La cause de nullité textuelle était ici incontournable. Par la mention "immédiatement et sans délai", l'huissier avait entaché son acte d'un vice. Encore fallait-il savoir quelle était la nature de la nullité encourue.

La Cour de cassation répond clairement à cette question en affirmant que "le défaut d'indication, dans le commandement, de la date à partir de laquelle les locaux devront être libérés constitue un vice de forme". Cette précision est essentielle puisque les occupants qui sollicitaient la nullité du commandement devaient alors démontrer que le vice frappant l'acte leur avait causé un grief (NCPC, art. 114, al. 2). La Cour de cassation relève, au contraire, que les occupants sans titre "n'avaient été effectivement expulsés que plus de quinze jours après la signification du commandement d'avoir à libérer les locaux " et elle en déduit que " l'irrégularité n'avait pas causé de grief aux occupants".

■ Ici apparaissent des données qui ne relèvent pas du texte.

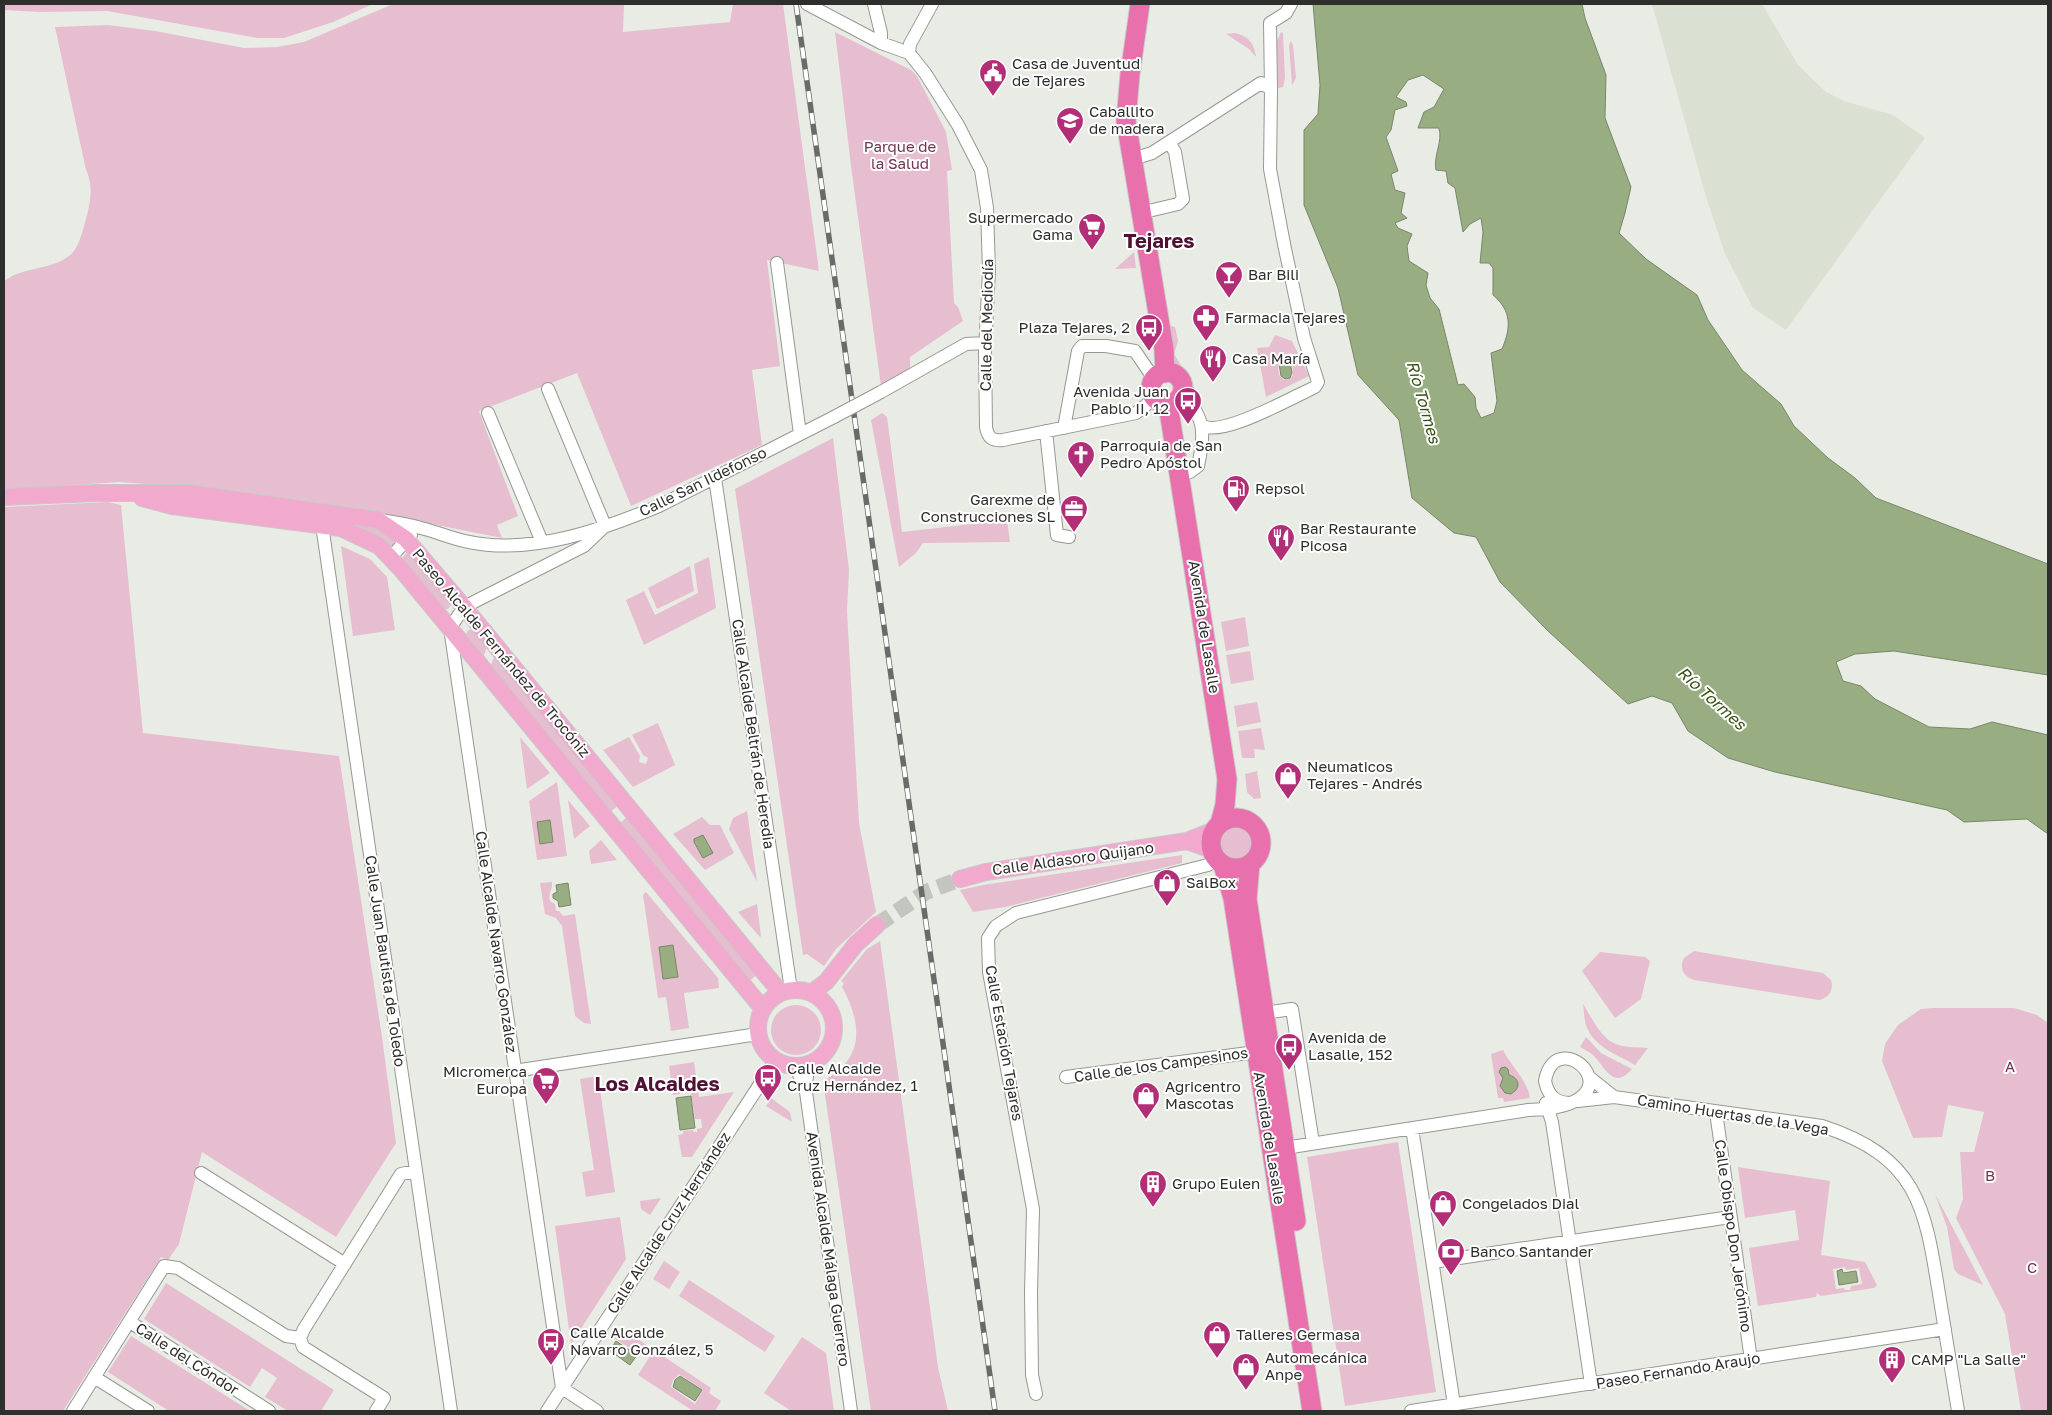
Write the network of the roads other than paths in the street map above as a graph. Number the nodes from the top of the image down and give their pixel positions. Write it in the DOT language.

Cet arrêt donne le sentiment que la mention du délai d'expulsion dans le commandement n'a pas pour finalité d'informer les occupants (en l'espèce, le délai de quinze jours n'était pas indiqué dans l'acte) mais plutôt de contraindre le propriétaire des lieux à accorder le délai qui a été précédemment retiré par le juge. L'article 194 du décret du 31 juillet 1992 contredirait ainsi la lettre de l'article 62 de la loi du 9 juillet 1991. Solution étrange pour un texte réglementaire qui est censé appliquer la loi et non la contredire.

Etienne Vergès,
Agrégé des facultés de droit,
Professeur à l'Université de Grenoble II


(1) Cass. civ. 1, 28 avril 1998, n° 96-11.637, M. X c/ M. Y et autres (N° Lexbase : A2196ACC), JCP éd. G, 1999, II, 10102.
(2) CEDH, 23 juin 1981, Req. 00006878/75, Le Compte, Van Leuven et De Meyere c/ Belgique (N° Lexbase : A3823AU7), série A, n° 43.
(3) Cf. toutefois, J. Heron, Th. Le Bars, Droit judiciaire privé, 3ème éd. Montchrestien, 2006, p. 696, note 138.
(4) Ass. plén. 30 juin 1995, n° 94-20.302, M. X c/ Conseil de l'ordre des avocats au Conseil d'Etat et à la Cour de cassation (N° Lexbase : A5729CKE), Dalloz 1995, juris., p. 513.
(5) Par ex. Cass. civ. 1, 16 juin 1987, n° 85-17.200, Société de caution mutuelle des professions immobilières et foncières (SOCAF) c/ Société anonyme G et J Saulais, syndic des copropriétaires de l'immeuble sis à Paris, 104, boulevard Arago (N° Lexbase : A8301AAP), Bull. Civ. I, n° 196.